What H.R. 261, the Undersea Cable Protection Act of 2025, does:

  • Waives All Fees for Mega Corporations: Unlike other agencies that collect rent from companies and people that use public lands, this Republican bill forces American taxpayers to subsidize Big Tech. It eliminates the fair market fees and rents NOAA can charge for the use of these resources, gifting corporations millions of dollars per cable per year – money that should be going back to the American people and into the economy, not billionaires’ pockets.
  • Lets Big Tech Skip Environmental Reviews: Telecommunications companies are supposed to get special use permits that ensure what they do won’t harm sanctuaries. But this bill gives them a free pass, clearing the way for Big Tech to destroy fragile resources like corals, kelp forests, and historic shipwrecks. NOAA would also lose authority to conduct sanctuary-specific environmental assessments and gather public input from affected Tribes, scientists, divers, fishers, and other sanctuary users whose livelihoods depend on these waters.
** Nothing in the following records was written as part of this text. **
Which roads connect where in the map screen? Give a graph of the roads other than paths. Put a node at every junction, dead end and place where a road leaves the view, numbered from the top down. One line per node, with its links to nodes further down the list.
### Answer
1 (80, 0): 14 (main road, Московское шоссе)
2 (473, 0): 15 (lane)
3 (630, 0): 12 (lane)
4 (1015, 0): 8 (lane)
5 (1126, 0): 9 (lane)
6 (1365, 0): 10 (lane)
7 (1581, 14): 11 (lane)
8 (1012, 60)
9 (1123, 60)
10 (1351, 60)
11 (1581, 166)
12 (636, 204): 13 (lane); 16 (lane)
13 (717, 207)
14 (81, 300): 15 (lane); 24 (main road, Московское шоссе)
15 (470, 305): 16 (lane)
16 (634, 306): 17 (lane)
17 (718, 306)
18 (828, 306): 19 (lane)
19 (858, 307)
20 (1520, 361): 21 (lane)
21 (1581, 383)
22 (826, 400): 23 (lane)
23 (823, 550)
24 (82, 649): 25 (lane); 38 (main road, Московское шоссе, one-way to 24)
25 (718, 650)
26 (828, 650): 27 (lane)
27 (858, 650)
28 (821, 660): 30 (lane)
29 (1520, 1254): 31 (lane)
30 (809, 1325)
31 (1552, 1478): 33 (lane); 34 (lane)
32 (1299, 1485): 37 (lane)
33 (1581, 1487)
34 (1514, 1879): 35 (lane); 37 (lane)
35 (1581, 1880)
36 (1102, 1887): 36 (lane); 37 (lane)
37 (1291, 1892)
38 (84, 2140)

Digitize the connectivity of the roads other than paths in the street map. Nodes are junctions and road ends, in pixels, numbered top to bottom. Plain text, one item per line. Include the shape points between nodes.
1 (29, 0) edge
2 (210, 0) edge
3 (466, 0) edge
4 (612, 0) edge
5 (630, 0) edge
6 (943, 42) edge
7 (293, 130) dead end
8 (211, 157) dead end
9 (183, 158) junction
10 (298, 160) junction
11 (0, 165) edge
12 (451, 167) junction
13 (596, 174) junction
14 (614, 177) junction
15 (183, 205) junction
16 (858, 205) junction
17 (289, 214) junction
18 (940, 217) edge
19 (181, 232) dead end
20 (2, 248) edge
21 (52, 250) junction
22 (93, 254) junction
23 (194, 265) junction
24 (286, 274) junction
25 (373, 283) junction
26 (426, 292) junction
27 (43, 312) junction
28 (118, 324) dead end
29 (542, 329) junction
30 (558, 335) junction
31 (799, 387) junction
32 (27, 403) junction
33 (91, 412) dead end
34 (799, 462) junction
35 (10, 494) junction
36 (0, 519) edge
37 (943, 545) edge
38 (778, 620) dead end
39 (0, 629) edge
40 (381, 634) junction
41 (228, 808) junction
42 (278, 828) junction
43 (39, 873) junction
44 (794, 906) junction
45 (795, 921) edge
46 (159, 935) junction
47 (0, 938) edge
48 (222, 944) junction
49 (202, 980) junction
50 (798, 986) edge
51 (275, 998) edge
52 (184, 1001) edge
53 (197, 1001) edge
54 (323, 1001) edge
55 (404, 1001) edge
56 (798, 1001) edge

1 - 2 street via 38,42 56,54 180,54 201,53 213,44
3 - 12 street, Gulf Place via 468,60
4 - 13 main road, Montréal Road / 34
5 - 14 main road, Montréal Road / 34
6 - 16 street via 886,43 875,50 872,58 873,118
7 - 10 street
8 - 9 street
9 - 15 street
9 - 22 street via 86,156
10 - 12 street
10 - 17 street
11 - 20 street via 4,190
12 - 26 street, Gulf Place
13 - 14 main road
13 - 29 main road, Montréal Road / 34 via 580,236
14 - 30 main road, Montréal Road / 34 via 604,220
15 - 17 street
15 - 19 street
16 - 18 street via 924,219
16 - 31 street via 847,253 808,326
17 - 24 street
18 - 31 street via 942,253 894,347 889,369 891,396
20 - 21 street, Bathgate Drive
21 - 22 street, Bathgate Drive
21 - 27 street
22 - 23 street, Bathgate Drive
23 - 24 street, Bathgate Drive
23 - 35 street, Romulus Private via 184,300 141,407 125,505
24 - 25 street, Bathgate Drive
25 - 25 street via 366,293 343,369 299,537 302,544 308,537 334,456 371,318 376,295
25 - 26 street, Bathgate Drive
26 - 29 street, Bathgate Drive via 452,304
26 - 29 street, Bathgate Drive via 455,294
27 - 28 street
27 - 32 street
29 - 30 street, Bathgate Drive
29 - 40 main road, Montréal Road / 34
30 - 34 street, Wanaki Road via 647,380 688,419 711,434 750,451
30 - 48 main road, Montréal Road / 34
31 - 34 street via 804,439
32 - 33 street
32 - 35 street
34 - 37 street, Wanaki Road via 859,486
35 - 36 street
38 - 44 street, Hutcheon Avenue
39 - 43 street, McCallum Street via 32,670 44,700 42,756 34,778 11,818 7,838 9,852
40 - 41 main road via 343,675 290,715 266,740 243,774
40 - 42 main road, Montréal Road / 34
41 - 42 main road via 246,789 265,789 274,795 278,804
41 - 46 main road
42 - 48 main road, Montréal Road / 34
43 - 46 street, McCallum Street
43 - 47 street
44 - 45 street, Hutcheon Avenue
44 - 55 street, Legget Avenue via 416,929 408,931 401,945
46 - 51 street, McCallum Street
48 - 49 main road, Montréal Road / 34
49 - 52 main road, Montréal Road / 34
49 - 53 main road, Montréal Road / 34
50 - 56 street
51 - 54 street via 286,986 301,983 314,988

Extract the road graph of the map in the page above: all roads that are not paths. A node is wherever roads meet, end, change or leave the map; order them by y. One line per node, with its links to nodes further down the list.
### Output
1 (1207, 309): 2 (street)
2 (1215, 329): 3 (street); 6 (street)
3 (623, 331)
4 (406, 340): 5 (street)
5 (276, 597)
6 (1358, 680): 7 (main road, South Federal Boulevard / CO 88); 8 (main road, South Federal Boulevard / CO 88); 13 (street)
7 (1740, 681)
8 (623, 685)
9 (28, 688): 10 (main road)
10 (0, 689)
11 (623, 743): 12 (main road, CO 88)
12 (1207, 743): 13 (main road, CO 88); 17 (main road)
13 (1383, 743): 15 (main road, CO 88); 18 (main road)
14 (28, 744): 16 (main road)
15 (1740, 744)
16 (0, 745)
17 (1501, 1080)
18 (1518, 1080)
  • Eliminates Key Protections: The legislation strikes requirements for 5-year permit renewals and removes the mandate that activities must not damage sanctuary resources, opening the door to new, destructive, activities with fewer restrictions and less accountability.
  • Silences Tribal Voices: The bill eliminates required consultation with coastal Tribes who have treaty rights and co-management responsibilities in many sanctuaries, undermining established government-to-government relationships.
  • Creates Regulatory Chaos: The bill fails to specify which other state or Federal agency permits would qualify or how coordination would work, creating regulatory uncertainty and loopholes exclusively for Big Tech.


Coastal communities are already suffering the consequences of when Big Tech has been allowed to bypass environmental protections. Meta’s cable installation off Oregon failed catastrophically — over 1,000 feet of steel pipe and 6,500 gallons of drilling fluid now sit on the seafloor. The company paid less than $400,000 and walked away, leaving their equipment and mess behind. H.R. 261 would virtually guarantee they never have to answer for that kind of damage again.